JEAN-CLAUDE DRIANT : C’est une crise multifacette qui, pour simplifier, cumule deux crises. Celle du logement, comprendre du logement trop cher, alimenté depuis vingt ans par des conditions de crédits favorables dans le neuf comme dans l’ancien et qui se traduit aujourd’hui par une difficulté pour de très nombreux ménages d’y accéder, à laquelle s’ajoute une crise immobilière extrêmement lourde. Celle-ci est liée au contexte international, à l’inflation et à la montée des taux d’intérêt, et se développe de façon différenciée selon que l’on soit sur le marché du neuf ou sur celui de l’existant.

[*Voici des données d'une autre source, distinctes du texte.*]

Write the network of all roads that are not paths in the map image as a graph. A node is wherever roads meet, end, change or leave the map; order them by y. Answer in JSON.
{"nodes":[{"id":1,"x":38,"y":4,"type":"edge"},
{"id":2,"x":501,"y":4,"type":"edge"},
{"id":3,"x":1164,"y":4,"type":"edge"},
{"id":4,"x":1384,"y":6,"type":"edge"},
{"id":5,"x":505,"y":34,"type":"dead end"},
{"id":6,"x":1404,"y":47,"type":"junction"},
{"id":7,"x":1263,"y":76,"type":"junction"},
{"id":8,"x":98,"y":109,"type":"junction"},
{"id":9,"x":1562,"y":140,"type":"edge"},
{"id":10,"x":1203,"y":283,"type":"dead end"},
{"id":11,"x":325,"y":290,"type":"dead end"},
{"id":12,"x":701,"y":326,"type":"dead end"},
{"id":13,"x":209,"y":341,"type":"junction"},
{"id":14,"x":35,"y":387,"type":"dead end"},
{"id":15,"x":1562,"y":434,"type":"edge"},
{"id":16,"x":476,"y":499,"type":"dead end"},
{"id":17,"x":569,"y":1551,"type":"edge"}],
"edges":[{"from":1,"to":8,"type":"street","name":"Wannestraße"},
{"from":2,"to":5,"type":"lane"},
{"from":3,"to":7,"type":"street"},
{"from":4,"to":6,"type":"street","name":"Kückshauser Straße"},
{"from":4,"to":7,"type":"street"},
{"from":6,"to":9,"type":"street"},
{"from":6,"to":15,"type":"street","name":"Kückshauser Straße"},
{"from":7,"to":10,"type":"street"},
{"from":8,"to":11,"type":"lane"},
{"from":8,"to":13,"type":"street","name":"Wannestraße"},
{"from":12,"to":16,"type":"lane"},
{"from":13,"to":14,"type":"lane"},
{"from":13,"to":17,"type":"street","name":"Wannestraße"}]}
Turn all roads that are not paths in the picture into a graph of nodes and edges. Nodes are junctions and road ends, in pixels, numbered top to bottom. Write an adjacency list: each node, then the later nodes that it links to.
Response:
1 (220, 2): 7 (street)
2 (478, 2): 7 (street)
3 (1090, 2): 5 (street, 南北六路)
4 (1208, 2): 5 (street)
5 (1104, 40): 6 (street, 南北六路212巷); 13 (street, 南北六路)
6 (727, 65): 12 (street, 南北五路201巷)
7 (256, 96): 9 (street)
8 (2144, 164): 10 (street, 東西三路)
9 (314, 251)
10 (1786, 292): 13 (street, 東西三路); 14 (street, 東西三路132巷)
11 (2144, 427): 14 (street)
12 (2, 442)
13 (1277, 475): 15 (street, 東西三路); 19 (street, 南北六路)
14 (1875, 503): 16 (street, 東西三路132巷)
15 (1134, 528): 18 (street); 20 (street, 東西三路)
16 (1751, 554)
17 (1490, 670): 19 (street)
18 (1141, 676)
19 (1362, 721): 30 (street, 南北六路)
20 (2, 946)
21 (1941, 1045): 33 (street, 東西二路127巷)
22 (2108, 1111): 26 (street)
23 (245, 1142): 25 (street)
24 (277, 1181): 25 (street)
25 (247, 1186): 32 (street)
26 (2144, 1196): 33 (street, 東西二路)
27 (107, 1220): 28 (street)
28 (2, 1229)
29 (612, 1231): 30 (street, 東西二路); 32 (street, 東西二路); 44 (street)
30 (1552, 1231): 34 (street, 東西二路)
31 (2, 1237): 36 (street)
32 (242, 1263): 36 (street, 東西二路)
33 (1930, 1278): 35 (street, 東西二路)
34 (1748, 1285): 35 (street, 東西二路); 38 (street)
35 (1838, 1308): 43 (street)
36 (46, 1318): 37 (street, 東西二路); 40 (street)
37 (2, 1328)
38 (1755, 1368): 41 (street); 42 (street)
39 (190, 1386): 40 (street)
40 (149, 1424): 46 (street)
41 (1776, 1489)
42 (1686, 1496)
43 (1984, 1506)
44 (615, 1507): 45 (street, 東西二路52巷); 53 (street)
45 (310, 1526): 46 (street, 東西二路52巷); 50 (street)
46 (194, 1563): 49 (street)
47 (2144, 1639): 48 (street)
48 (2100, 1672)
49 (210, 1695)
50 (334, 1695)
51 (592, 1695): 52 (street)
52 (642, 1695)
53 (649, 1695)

Dans le neuf, la question se pose en termes de coûts de construction et de foncier qui génèrent des prix complètement inabordables pour la plupart des ménages confrontés au crédit. Même s’il faut souligner que les taux d’intérêt d’aujourd’hui ne sont pas si élevés. Ils le sont moins que l’inflation, ce qui est presque anormal économiquement parlant, cependant ils sont quatre fois plus élevés qu’il y a deux ans alors que les prix des logements n’ont pas baissé en proportion.

Dans l’ancien, la crise est certes liée aux prix trop élevés, mais il semble que l’on fasse ici le pari d’un marché capable de s’ajuster tout seul. Autrement dit, les prix baisseront parce que les vendeurs ne parviennent plus à vendre. Ce qui diffère grandement du neuf dont ni le coût du foncier, ni celui de la construction ne s’ajustent aussi facilement que dans l’existant.

Dès lors, la réponse à cette crise est-elle différente des précédentes ?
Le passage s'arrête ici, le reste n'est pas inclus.